After all the adrenaline, my brain is starting to shutdown so here is a brain dump of the highlights of DefCon 21:
- The presentation I delivered with Abe was great, we were able to show a great number of demos (with the help of PoCs previously created by Alvaro) and even though we had a room change, there was a packed room with good interactivity with the participants (see my next batch of posts for details of what we presented)
- I meet with great number of friends and colleagues :
- The 19x SI (Security Innovation) hackers that made it to Vegas - it is amazing how much talent exists at SI and how many great hires have occurred in the last year. It was great to meet them all and I was able to have a couple great chats about the O2 Platform and how it can be used on current SI engagements (specially by John B who is reviewing 1 Million lines of .NET code and his following the same paths/problems I had a couple years ago (for example O2 already already a full blow API to create/manage/manipulate C# AST, so there is no need to build a similar tool using RegExs :) )
- Ian Spiro: currently trying to figure out where to go after IBM was crazy to let him go (btw, if you are into BitCoins, talk to Ian, since he all over it)
- John Steven: still the most cleaver guy I know, and the only one I am able to have certain types of security conversations with (he is moving away from SAST which is a massive tragedy, but the crypo/enterprise stuff he is doing sounds amazing (I have the dream of one day working with John, and together make a massive dent in the Application Security universe)
- OWASP Crowd (Sarah Baso, Samantha & Dennis Groves, Kelly) - it was good to catch up and to personally apologise to Sarah for writing the hash blog post about her promotion. My promise to them was that I am going to try to have a more positive OWASP behaviour/contribution (instead of being the guy that complains about what is going on)
- OWASP's Joanna (from Curacao) - she is a new OWASP leader and is simply amazing. Great energy, ideas and focus. The plan is for her to help to make O2 more consumable and easy to understand (starting with a couple how-tos and 'what is O2' pages)
- OWASP's Arturo - the super guy from Argentina. He was at my talk and it was great to see him again and catch up. He had a good .NET friend who I ended up spending a good amount of time doing an 'ADT-style O2 Presentation' :). He was quite impressed with O2 and maybe he might help to make some bridges with Microsoft (who is still ignoring the innovation and ideas that are happening at the O2 Platform)
- OWASP's Mano Paul (pic here) who is always doing something interesting and crazy (these days it is a mix of webappsec education, with mobile reverse engineering research and teaching hacking on religious environments :) )
- ... sorry for the ones that I missed, but I'm running out of coffee...
- I was able to spend quite a bit of time learning about Java Object serialisation and writing the exploits for the vulnerabilities that Abe and Alvaro had found (I really felt that we pushed the research on this topic massively forward)
- I was able to go barefoot 99% of the time, only got kicked-out of a couple places and was ask to put sandals on a couple restaurants.
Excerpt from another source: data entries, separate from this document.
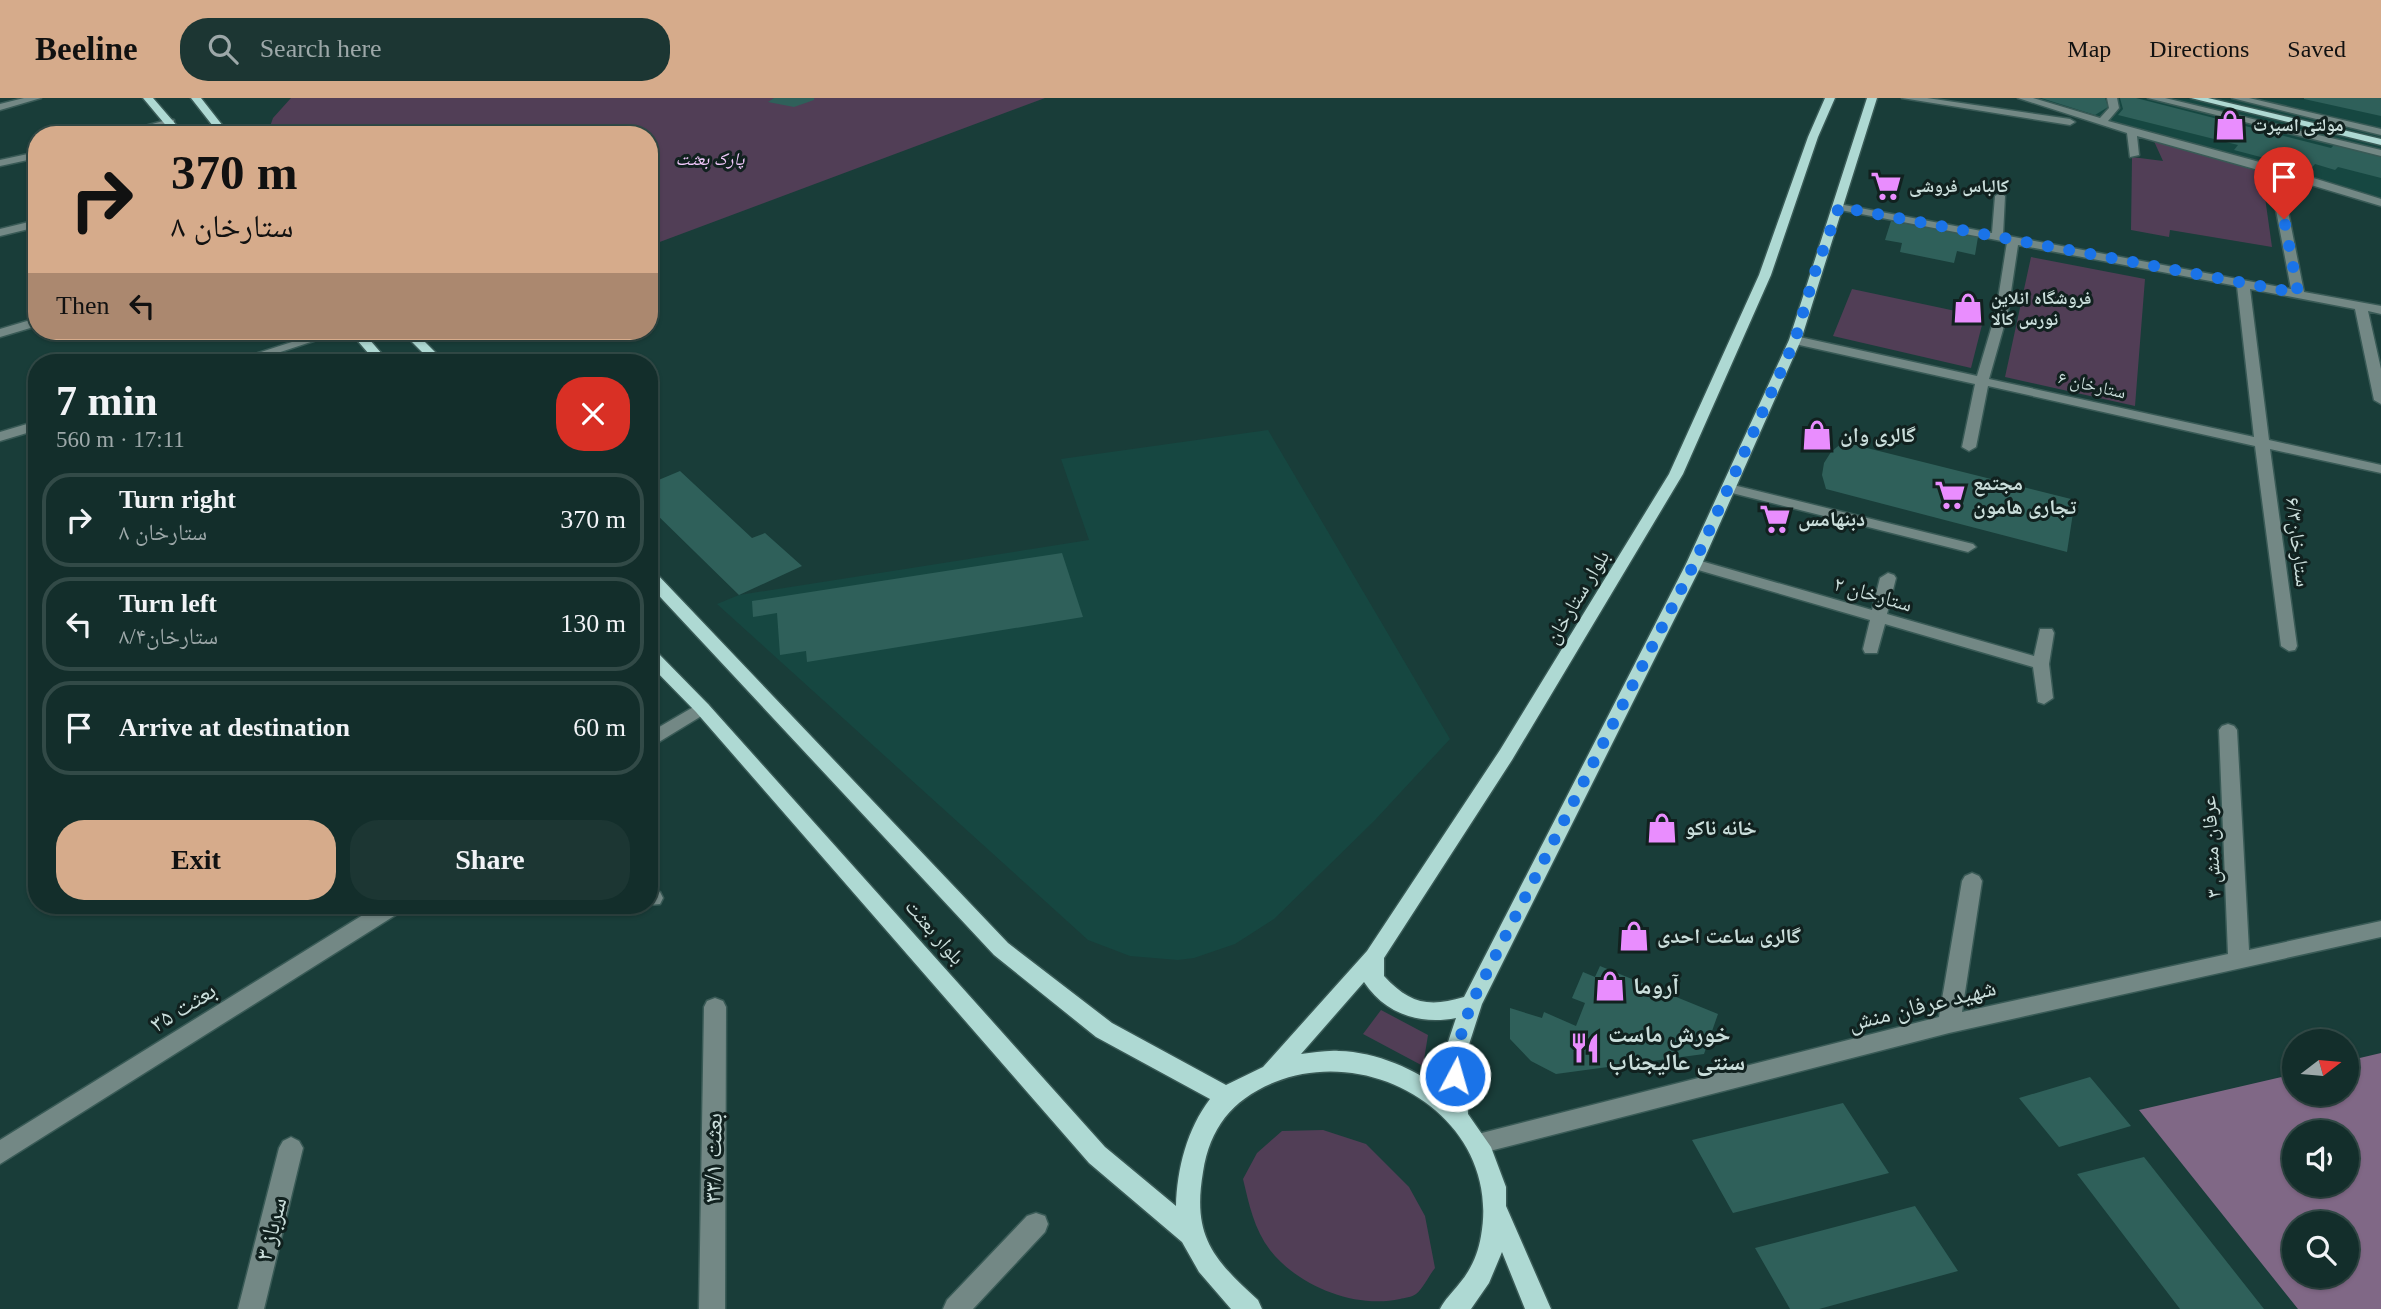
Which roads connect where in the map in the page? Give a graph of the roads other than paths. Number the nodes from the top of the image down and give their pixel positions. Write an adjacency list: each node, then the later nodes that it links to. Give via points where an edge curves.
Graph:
1 (36, 98): 12 (street)
2 (148, 98): 13 (main road)
3 (196, 98): 18 (main road)
4 (1830, 98): 72 (main road, بلوار ستارخان, via 1765,275 1676,474 1506,755)
5 (1872, 98): 29 (main road)
6 (1907, 98): 14 (street)
7 (2023, 98): 15 (street)
8 (2112, 98): 15 (street, via 2114,108)
9 (2153, 98): 22 (street)
10 (2196, 98): 21 (main road)
11 (2237, 98): 20 (street)
12 (0, 107)
13 (170, 122): 16 (street); 17 (main road)
14 (2078, 123)
15 (2101, 123): 19 (street)
16 (154, 126)
17 (173, 126)
18 (218, 126)
19 (2133, 131): 23 (street); 26 (street)
20 (2381, 132)
21 (2381, 142)
22 (2381, 153)
23 (2134, 155)
24 (28, 157): 25 (street)
25 (0, 163)
26 (2274, 169): 28 (street); 35 (street)
27 (2000, 196): 32 (street)
28 (2381, 203)
29 (1839, 207): 32 (street); 43 (main road)
30 (28, 225): 31 (street)
31 (0, 233)
32 (1997, 237): 33 (street)
33 (2013, 241): 34 (street); 47 (street, via 2002,312)
34 (2243, 284): 35 (street); 51 (street, ستارخان۶/۳)
35 (2298, 293): 36 (street)
36 (2361, 306): 37 (street); 48 (street)
37 (2381, 310)
38 (28, 325): 39 (street)
39 (0, 333)
40 (309, 340): 44 (street)
41 (363, 340): 45 (main road)
42 (416, 340): 46 (main road)
43 (1795, 340): 47 (street, ستارخان ۶); 54 (main road)
44 (263, 354)
45 (376, 354)
46 (431, 354)
47 (1982, 380): 51 (street, ستارخان ۶); 52 (street)
48 (2380, 396)
49 (28, 428): 50 (street)
50 (0, 437)
51 (2264, 443): 53 (street, ستارخان ۶); 61 (street, ستارخان۶/۳)
52 (1969, 447)
53 (2381, 469)
54 (1729, 488): 55 (street); 56 (main road)
55 (1968, 547)
56 (1694, 564): 59 (street, ۲ ستارخان); 74 (main road)
57 (1888, 578): 59 (street)
58 (658, 585): 78 (main road, بلوار بعثت, via 1001,949 1104,1030)
59 (1878, 617): 62 (street); 64 (street, ۲ ستارخان)
60 (2046, 633): 64 (street)
61 (2289, 646)
62 (1871, 649)
63 (658, 663): 66 (main road, بلوار بعثت)
64 (2041, 664): 65 (street)
65 (2044, 698)
66 (702, 708): 68 (street); 85 (main road, بلوار بعثت, via 1097,1154)
67 (2228, 730): 73 (street, ۳ عرفان منش)
68 (658, 736)
69 (1972, 881): 76 (street)
70 (381, 914): 82 (street, ۳۵ بعثت)
71 (2381, 929): 73 (street, شهید عرفان منش)
72 (1374, 957): 74 (main road, via 1373,979 1388,997 1426,1014); 77 (main road, بلوار ستارخان)
73 (2239, 960): 76 (street, شهید عرفان منش)
74 (1471, 1004): 79 (main road, via 1454,1057)
75 (715, 1007): 87 (street, ۳۳/۱ بعثت)
76 (1949, 1024): 80 (street, شهید عرفان منش)
77 (1273, 1069): 78 (main road); 79 (main road, via 1311,1060 1351,1060 1390,1069 1426,1088)
78 (1227, 1097): 85 (main road, via 1196,1147 1188,1185)
79 (1457, 1115): 80 (main road)
80 (1478, 1144): 83 (main road, via 1492,1178)
81 (291, 1149): 86 (street, ۳ سرباز)
82 (0, 1153)
83 (1497, 1213): 90 (main road, via 1490,1256 1469,1294); 91 (main road)
84 (1036, 1224): 88 (street)
85 (1191, 1234): 89 (main road, via 1212,1269)
86 (251, 1309)
87 (712, 1309)
88 (956, 1309)
89 (1249, 1309)
90 (1453, 1309)
91 (1538, 1309)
Here is me presenting BF
- Again I forgot that in the USA an ID is need to get into a bar (i.e. I was not able to get into the Microsoft party)
- I saw a couple good presentations, but didn't find a lot of web/application stuff (it looks like DefCon is a lot about Hardware/Network-Security/Political topics). Which actually makes it that the OWASP conferences are now THE place for the latest and best Web Application Security research
- The time-zone between the US and London sucks, it is hard to sync up and I really miss the family (this is my first 7 day trip for ages)
- DefCon for kids is great and next year I'm going to try to bring my kids here
- My off-the-grid experiment went great, and I was really amazing to see how much of my research and work is current online and open (and how refreshing it is to not have emails every day :) )
- After having a lot of OWASP related talks, I more and more convinced a great model for (parts of) OWASP is one based on Reddit: "Laser-sharp-focused communities, that are ruled by meritocracy, work in a complete open and transparent way , but are free to control the community voice, activities, focus, inputs, outputs, etc.."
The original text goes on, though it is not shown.